**Exercise:**
The response should be an exact copy of every record.

**Study material:**
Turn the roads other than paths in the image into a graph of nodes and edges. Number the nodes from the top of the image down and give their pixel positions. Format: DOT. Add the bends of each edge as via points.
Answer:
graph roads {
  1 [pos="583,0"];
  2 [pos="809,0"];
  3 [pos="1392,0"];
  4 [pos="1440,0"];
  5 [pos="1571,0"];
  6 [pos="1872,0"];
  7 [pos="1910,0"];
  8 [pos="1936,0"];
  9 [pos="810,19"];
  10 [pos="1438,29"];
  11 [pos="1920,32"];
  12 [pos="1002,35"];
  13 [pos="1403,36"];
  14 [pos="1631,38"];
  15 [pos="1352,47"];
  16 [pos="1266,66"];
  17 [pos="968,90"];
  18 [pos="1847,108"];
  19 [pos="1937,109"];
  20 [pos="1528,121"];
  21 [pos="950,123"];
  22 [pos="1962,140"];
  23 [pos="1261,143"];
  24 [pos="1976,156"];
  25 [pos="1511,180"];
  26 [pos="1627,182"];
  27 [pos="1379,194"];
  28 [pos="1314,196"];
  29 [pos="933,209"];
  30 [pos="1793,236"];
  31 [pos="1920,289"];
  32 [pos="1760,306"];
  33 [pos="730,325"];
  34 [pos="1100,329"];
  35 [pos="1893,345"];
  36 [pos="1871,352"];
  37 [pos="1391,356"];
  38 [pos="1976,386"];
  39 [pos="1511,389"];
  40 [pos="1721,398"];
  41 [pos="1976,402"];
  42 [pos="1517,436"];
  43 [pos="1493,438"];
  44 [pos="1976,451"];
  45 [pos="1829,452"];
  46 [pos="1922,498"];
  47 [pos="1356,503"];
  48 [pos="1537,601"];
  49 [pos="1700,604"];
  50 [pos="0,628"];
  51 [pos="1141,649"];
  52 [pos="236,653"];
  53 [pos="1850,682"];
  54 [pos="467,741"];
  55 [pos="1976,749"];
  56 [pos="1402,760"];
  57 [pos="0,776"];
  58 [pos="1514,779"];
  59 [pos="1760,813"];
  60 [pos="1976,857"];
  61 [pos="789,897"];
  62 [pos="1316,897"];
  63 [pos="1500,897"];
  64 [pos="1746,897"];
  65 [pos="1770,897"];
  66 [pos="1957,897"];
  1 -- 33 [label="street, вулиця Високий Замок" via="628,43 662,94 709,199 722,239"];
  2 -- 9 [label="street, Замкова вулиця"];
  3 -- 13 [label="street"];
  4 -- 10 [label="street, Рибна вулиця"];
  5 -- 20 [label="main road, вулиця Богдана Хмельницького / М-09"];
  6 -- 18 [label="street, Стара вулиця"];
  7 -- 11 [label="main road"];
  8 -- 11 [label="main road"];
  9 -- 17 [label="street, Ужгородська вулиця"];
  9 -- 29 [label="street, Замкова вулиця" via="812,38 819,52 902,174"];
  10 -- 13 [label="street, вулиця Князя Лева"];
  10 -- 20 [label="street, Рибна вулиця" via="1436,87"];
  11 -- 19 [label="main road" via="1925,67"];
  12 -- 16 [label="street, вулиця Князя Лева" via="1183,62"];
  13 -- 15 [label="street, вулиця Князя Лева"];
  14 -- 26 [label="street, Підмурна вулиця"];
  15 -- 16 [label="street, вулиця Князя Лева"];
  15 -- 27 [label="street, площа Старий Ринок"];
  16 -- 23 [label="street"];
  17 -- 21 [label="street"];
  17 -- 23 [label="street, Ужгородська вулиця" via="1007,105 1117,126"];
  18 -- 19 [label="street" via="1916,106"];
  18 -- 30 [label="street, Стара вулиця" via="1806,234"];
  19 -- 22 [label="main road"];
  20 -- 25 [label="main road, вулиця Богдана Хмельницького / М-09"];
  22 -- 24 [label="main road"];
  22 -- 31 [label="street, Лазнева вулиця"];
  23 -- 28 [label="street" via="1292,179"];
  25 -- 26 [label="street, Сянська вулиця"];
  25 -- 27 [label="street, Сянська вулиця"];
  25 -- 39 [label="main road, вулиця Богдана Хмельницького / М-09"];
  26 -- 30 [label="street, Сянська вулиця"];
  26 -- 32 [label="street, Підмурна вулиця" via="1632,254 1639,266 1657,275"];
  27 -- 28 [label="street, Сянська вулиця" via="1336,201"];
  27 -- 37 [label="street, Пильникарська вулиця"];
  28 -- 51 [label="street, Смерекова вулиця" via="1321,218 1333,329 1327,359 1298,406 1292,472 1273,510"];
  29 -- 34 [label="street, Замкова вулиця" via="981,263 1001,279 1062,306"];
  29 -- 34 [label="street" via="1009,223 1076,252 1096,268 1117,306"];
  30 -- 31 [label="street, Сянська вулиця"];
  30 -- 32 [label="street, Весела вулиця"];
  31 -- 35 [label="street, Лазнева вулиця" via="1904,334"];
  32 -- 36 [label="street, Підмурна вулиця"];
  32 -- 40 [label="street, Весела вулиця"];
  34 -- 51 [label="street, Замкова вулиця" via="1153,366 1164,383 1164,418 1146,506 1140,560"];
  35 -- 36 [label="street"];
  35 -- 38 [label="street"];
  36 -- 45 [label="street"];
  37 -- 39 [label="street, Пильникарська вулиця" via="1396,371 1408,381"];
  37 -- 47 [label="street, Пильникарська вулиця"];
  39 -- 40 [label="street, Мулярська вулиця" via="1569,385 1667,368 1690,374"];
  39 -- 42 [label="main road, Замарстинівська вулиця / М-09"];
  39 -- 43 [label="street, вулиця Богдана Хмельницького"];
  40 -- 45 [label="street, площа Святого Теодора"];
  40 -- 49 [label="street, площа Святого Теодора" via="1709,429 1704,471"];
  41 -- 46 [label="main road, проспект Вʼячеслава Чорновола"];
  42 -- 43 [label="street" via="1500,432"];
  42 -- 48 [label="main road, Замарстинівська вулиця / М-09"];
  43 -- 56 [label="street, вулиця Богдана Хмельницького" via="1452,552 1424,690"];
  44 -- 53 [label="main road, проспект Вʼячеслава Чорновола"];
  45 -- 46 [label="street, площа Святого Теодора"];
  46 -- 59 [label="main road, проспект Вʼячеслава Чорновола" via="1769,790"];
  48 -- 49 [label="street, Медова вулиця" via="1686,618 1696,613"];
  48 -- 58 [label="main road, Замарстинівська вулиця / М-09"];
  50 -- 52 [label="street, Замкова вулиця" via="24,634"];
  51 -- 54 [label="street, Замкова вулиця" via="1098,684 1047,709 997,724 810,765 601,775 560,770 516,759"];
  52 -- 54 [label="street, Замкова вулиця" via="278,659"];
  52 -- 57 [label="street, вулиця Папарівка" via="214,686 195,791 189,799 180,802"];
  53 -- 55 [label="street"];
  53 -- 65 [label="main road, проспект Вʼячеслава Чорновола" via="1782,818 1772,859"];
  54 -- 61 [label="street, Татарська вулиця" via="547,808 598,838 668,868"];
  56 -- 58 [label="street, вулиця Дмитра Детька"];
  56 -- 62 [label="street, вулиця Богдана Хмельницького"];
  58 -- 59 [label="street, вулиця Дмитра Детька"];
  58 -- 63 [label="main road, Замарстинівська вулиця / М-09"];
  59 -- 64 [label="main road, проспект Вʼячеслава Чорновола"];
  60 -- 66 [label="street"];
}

**Completed exercise:**
Turn the roads other than paths in the image into a graph of nodes and edges. Number the nodes from the top of the image down and give their pixel positions. Format: DOT. Add the bends of each edge as via points.
Answer:
graph roads {
  1 [pos="583,0"];
  2 [pos="809,0"];
  3 [pos="1392,0"];
  4 [pos="1440,0"];
  5 [pos="1571,0"];
  6 [pos="1872,0"];
  7 [pos="1910,0"];
  8 [pos="1936,0"];
  9 [pos="810,19"];
  10 [pos="1438,29"];
  11 [pos="1920,32"];
  12 [pos="1002,35"];
  13 [pos="1403,36"];
  14 [pos="1631,38"];
  15 [pos="1352,47"];
  16 [pos="1266,66"];
  17 [pos="968,90"];
  18 [pos="1847,108"];
  19 [pos="1937,109"];
  20 [pos="1528,121"];
  21 [pos="950,123"];
  22 [pos="1962,140"];
  23 [pos="1261,143"];
  24 [pos="1976,156"];
  25 [pos="1511,180"];
  26 [pos="1627,182"];
  27 [pos="1379,194"];
  28 [pos="1314,196"];
  29 [pos="933,209"];
  30 [pos="1793,236"];
  31 [pos="1920,289"];
  32 [pos="1760,306"];
  33 [pos="730,325"];
  34 [pos="1100,329"];
  35 [pos="1893,345"];
  36 [pos="1871,352"];
  37 [pos="1391,356"];
  38 [pos="1976,386"];
  39 [pos="1511,389"];
  40 [pos="1721,398"];
  41 [pos="1976,402"];
  42 [pos="1517,436"];
  43 [pos="1493,438"];
  44 [pos="1976,451"];
  45 [pos="1829,452"];
  46 [pos="1922,498"];
  47 [pos="1356,503"];
  48 [pos="1537,601"];
  49 [pos="1700,604"];
  50 [pos="0,628"];
  51 [pos="1141,649"];
  52 [pos="236,653"];
  53 [pos="1850,682"];
  54 [pos="467,741"];
  55 [pos="1976,749"];
  56 [pos="1402,760"];
  57 [pos="0,776"];
  58 [pos="1514,779"];
  59 [pos="1760,813"];
  60 [pos="1976,857"];
  61 [pos="789,897"];
  62 [pos="1316,897"];
  63 [pos="1500,897"];
  64 [pos="1746,897"];
  65 [pos="1770,897"];
  66 [pos="1957,897"];
  1 -- 33 [label="street, вулиця Високий Замок" via="628,43 662,94 709,199 722,239"];
  2 -- 9 [label="street, Замкова вулиця"];
  3 -- 13 [label="street"];
  4 -- 10 [label="street, Рибна вулиця"];
  5 -- 20 [label="main road, вулиця Богдана Хмельницького / М-09"];
  6 -- 18 [label="street, Стара вулиця"];
  7 -- 11 [label="main road"];
  8 -- 11 [label="main road"];
  9 -- 17 [label="street, Ужгородська вулиця"];
  9 -- 29 [label="street, Замкова вулиця" via="812,38 819,52 902,174"];
  10 -- 13 [label="street, вулиця Князя Лева"];
  10 -- 20 [label="street, Рибна вулиця" via="1436,87"];
  11 -- 19 [label="main road" via="1925,67"];
  12 -- 16 [label="street, вулиця Князя Лева" via="1183,62"];
  13 -- 15 [label="street, вулиця Князя Лева"];
  14 -- 26 [label="street, Підмурна вулиця"];
  15 -- 16 [label="street, вулиця Князя Лева"];
  15 -- 27 [label="street, площа Старий Ринок"];
  16 -- 23 [label="street"];
  17 -- 21 [label="street"];
  17 -- 23 [label="street, Ужгородська вулиця" via="1007,105 1117,126"];
  18 -- 19 [label="street" via="1916,106"];
  18 -- 30 [label="street, Стара вулиця" via="1806,234"];
  19 -- 22 [label="main road"];
  20 -- 25 [label="main road, вулиця Богдана Хмельницького / М-09"];
  22 -- 24 [label="main road"];
  22 -- 31 [label="street, Лазнева вулиця"];
  23 -- 28 [label="street" via="1292,179"];
  25 -- 26 [label="street, Сянська вулиця"];
  25 -- 27 [label="street, Сянська вулиця"];
  25 -- 39 [label="main road, вулиця Богдана Хмельницького / М-09"];
  26 -- 30 [label="street, Сянська вулиця"];
  26 -- 32 [label="street, Підмурна вулиця" via="1632,254 1639,266 1657,275"];
  27 -- 28 [label="street, Сянська вулиця" via="1336,201"];
  27 -- 37 [label="street, Пильникарська вулиця"];
  28 -- 51 [label="street, Смерекова вулиця" via="1321,218 1333,329 1327,359 1298,406 1292,472 1273,510"];
  29 -- 34 [label="street, Замкова вулиця" via="981,263 1001,279 1062,306"];
  29 -- 34 [label="street" via="1009,223 1076,252 1096,268 1117,306"];
  30 -- 31 [label="street, Сянська вулиця"];
  30 -- 32 [label="street, Весела вулиця"];
  31 -- 35 [label="street, Лазнева вулиця" via="1904,334"];
  32 -- 36 [label="street, Підмурна вулиця"];
  32 -- 40 [label="street, Весела вулиця"];
  34 -- 51 [label="street, Замкова вулиця" via="1153,366 1164,383 1164,418 1146,506 1140,560"];
  35 -- 36 [label="street"];
  35 -- 38 [label="street"];
  36 -- 45 [label="street"];
  37 -- 39 [label="street, Пильникарська вулиця" via="1396,371 1408,381"];
  37 -- 47 [label="street, Пильникарська вулиця"];
  39 -- 40 [label="street, Мулярська вулиця" via="1569,385 1667,368 1690,374"];
  39 -- 42 [label="main road, Замарстинівська вулиця / М-09"];
  39 -- 43 [label="street, вулиця Богдана Хмельницького"];
  40 -- 45 [label="street, площа Святого Теодора"];
  40 -- 49 [label="street, площа Святого Теодора" via="1709,429 1704,471"];
  41 -- 46 [label="main road, проспект Вʼячеслава Чорновола"];
  42 -- 43 [label="street" via="1500,432"];
  42 -- 48 [label="main road, Замарстинівська вулиця / М-09"];
  43 -- 56 [label="street, вулиця Богдана Хмельницького" via="1452,552 1424,690"];
  44 -- 53 [label="main road, проспект Вʼячеслава Чорновола"];
  45 -- 46 [label="street, площа Святого Теодора"];
  46 -- 59 [label="main road, проспект Вʼячеслава Чорновола" via="1769,790"];
  48 -- 49 [label="street, Медова вулиця" via="1686,618 1696,613"];
  48 -- 58 [label="main road, Замарстинівська вулиця / М-09"];
  50 -- 52 [label="street, Замкова вулиця" via="24,634"];
  51 -- 54 [label="street, Замкова вулиця" via="1098,684 1047,709 997,724 810,765 601,775 560,770 516,759"];
  52 -- 54 [label="street, Замкова вулиця" via="278,659"];
  52 -- 57 [label="street, вулиця Папарівка" via="214,686 195,791 189,799 180,802"];
  53 -- 55 [label="street"];
  53 -- 65 [label="main road, проспект Вʼячеслава Чорновола" via="1782,818 1772,859"];
  54 -- 61 [label="street, Татарська вулиця" via="547,808 598,838 668,868"];
  56 -- 58 [label="street, вулиця Дмитра Детька"];
  56 -- 62 [label="street, вулиця Богдана Хмельницького"];
  58 -- 59 [label="street, вулиця Дмитра Детька"];
  58 -- 63 [label="main road, Замарстинівська вулиця / М-09"];
  59 -- 64 [label="main road, проспект Вʼячеслава Чорновола"];
  60 -- 66 [label="street"];
}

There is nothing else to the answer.